Laura Neitzel’s
The Life We Longed for: Danchi Housing and the Middle Class Dream in Postwar Japan (MerwinAsia, 2016) is a chronicle of the large, government-sponsored housing projects called
danchi that were built during Japan’s high-growth years, roughly 1955 until the first oil shock in the early 1970s. Though only a minority of Japanese lived in the
danchi, they took on an outsized place in the public imagination of and aspirations for the ideal new “bright life” of postwar Japan. The
danchi, built by the Japan Housing Corporation (JHC) to accommodate the rush of families relocating to the cities during this transformational period, were the symbol of a new “democratic” middle-class life freed from the “feudal” past, a great social and architectural experiment, and the source of enormous social cathexis.
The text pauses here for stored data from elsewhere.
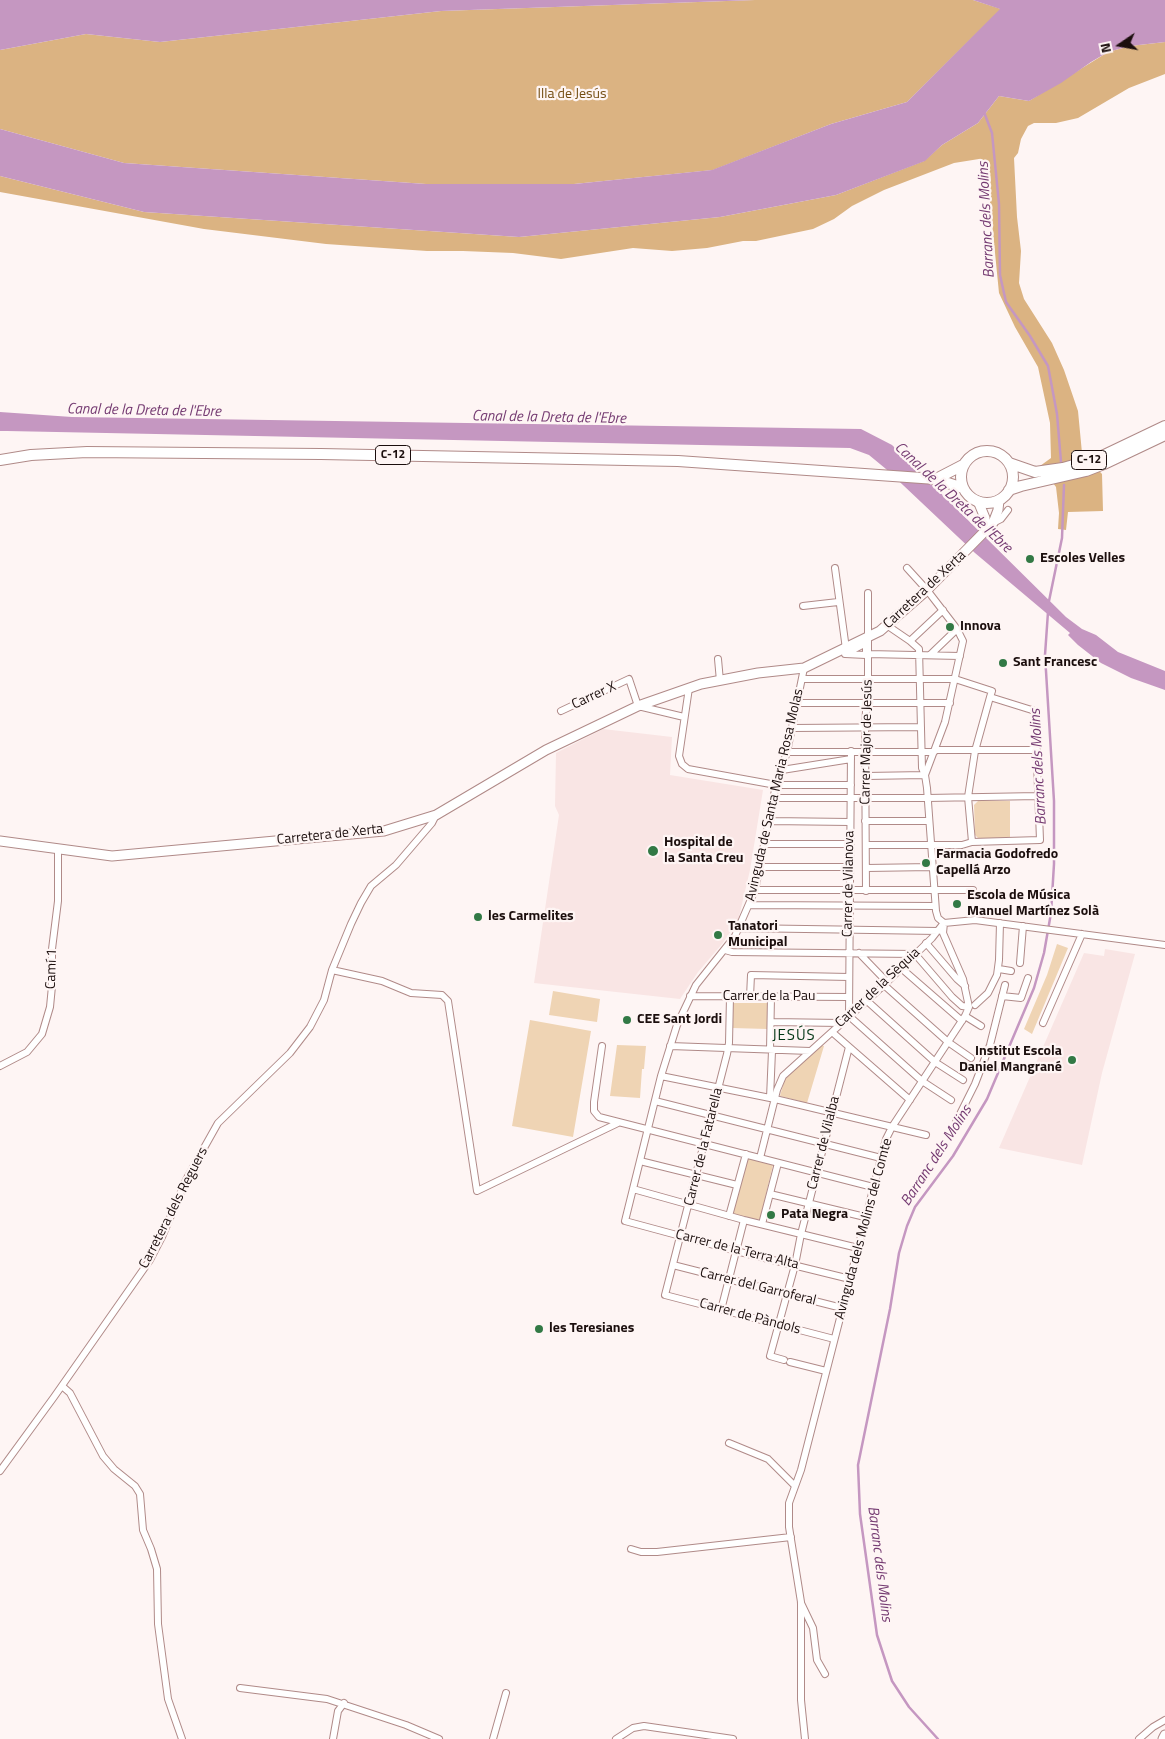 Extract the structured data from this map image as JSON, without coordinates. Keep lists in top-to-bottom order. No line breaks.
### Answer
{"streets":{"main road":["C-12","Carretera de Xerta"],"street":["Carrer X","Carrer Major de Jesús","Avinguda de Santa Maria Rosa Molas","Carrer de Vilanova","Camí 1","Carrer de la Sèquia","Carrer de la Pau","Carrer de Vilalba","Carrer de la Fatarella","Carretera dels Reguers","Avinguda dels Molins del Comte","Carrer de la Terra Alta","Carrer del Garroferal","Carrer de Pàndols"]},"crossings":[["Carretera de Xerta","Carrer X"],["Carretera de Xerta","Carrer Major de Jesús"],["Carretera de Xerta","Avinguda de Santa Maria Rosa Molas"],["Carretera de Xerta","Camí 1"],["Carretera de Xerta","Carretera dels Reguers"],["Avinguda de Santa Maria Rosa Molas","Carrer de la Pau"],["Avinguda de Santa Maria Rosa Molas","Carrer de la Terra Alta"],["Carrer de Vilanova","Carrer de la Sèquia"],["Carrer de Vilanova","Carrer de la Pau"],["Carrer de la Pau","Carrer de la Fatarella"],["Carrer de Vilalba","Avinguda dels Molins del Comte"],["Carrer de Vilalba","Carrer de la Terra Alta"],["Carrer de Vilalba","Carrer del Garroferal"],["Carrer de Vilalba","Carrer de Pàndols"],["Carrer de la Fatarella","Carrer de la Terra Alta"],["Carrer de la Fatarella","Carrer del Garroferal"],["Carrer de la Fatarella","Carrer de Pàndols"],["Avinguda dels Molins del Comte","Carrer de la Terra Alta"],["Avinguda dels Molins del Comte","Carrer del Garroferal"],["Avinguda dels Molins del Comte","Carrer de Pàndols"]],"districts":["JESÚS"],"water":["Barranc dels Molins","Canal de la Dreta de l'Ebre"],"parks":["Illa de Jesús"],"places":["Escoles Velles","Innova","Sant Francesc","Hospital de la Santa Creu","Farmacia Godofredo Capellá Arzo","Escola de Música Manuel Martínez Solà","les Carmelites","Tanatori Municipal","CEE Sant Jordi","Institut Escola Daniel Mangrané","Pata Negra","les Teresianes"],"north":"left"} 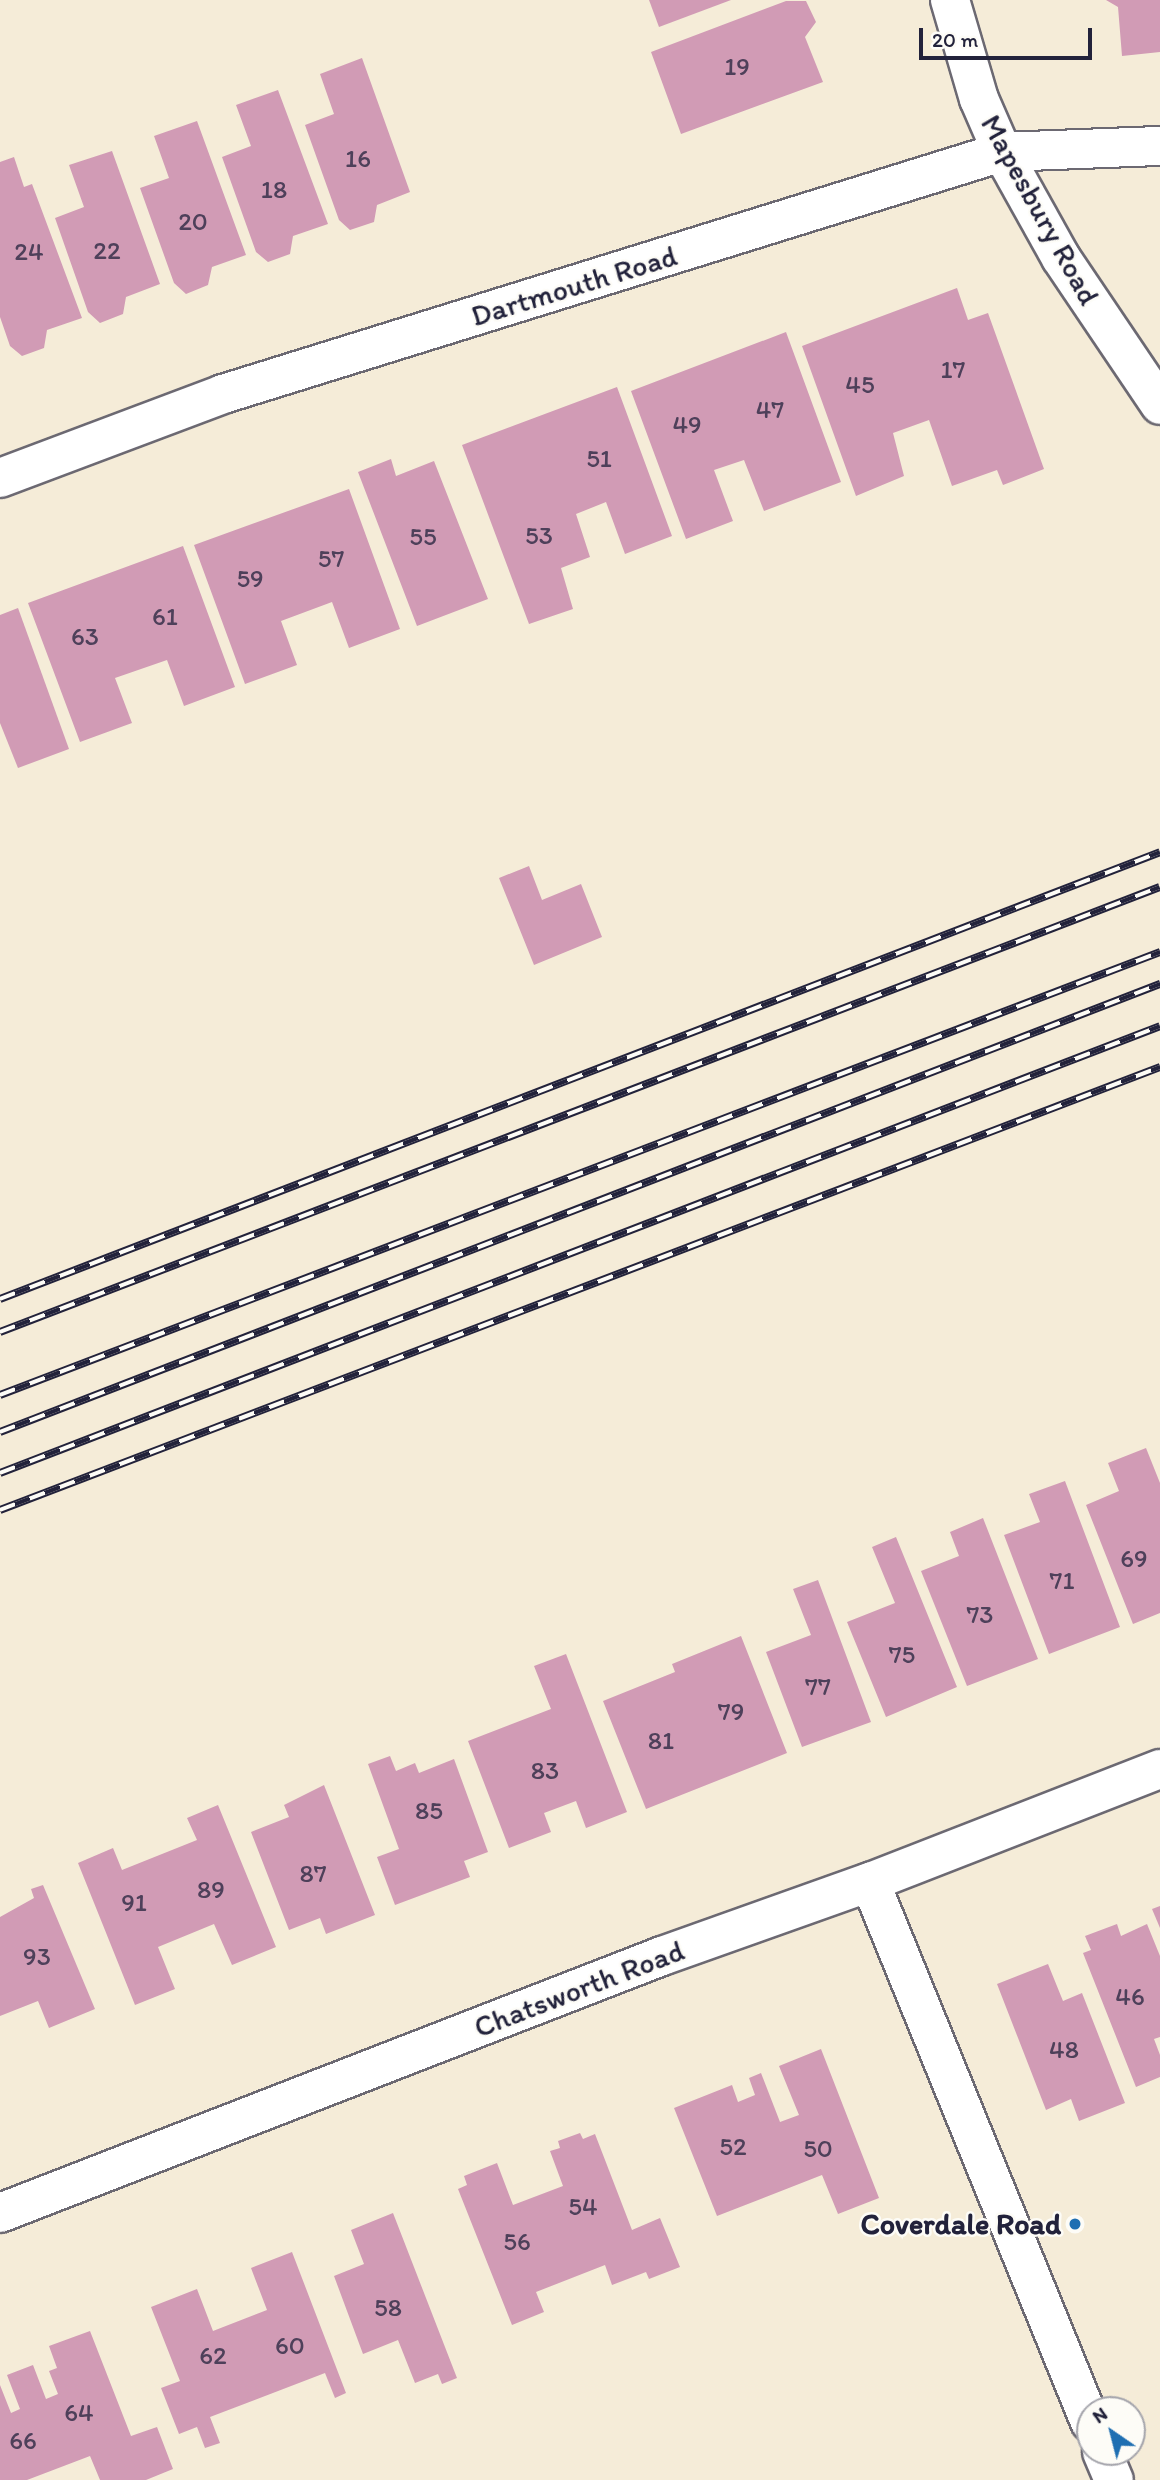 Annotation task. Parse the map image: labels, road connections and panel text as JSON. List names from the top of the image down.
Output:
{
  "streets": {
    "street": ["Mapesbury Road", "Dartmouth Road", "Chatsworth Road"]
  },
  "crossings": [
    ["Mapesbury Road", "Dartmouth Road"]
  ],
  "places": ["Coverdale Road"],
  "house_numbers": [
    "19",
    "16",
    "18",
    "20",
    "22",
    "24",
    "17",
    "45",
    "47",
    "49",
    "51",
    "53",
    "55",
    "57",
    "59",
    "61",
    "63",
    "69",
    "71",
    "73",
    "75",
    "77",
    "79",
    "81",
    "83",
    "85",
    "87",
    "89",
    "91",
    "93",
    "46",
    "48",
    "52",
    "50",
    "54",
    "56",
    "58",
    "60",
    "62",
    "64",
    "66"
  ],
  "scale_bar": "20 m",
  "north": "top left"
}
Drawing on a wide range of sources from government white papers to popular women’s magazines, and paying close attention to the
danchi as an everyday revolution of the everyday, to both the positive and negative views of the
danchi, and to their relationship to contemporaneous social imaginaries of democratic-capitalist affluence around the world, Neitzel paints a clear and concise portrait of the
danchi as aspiration, but also paradoxically as a kind of nostalgia a longed-for life that never really was. The book provides a clear and sensitive look at
danchi as modern design and design for modernity, as a fantasy of middle-class life and a middle-class fantasy, warts and all.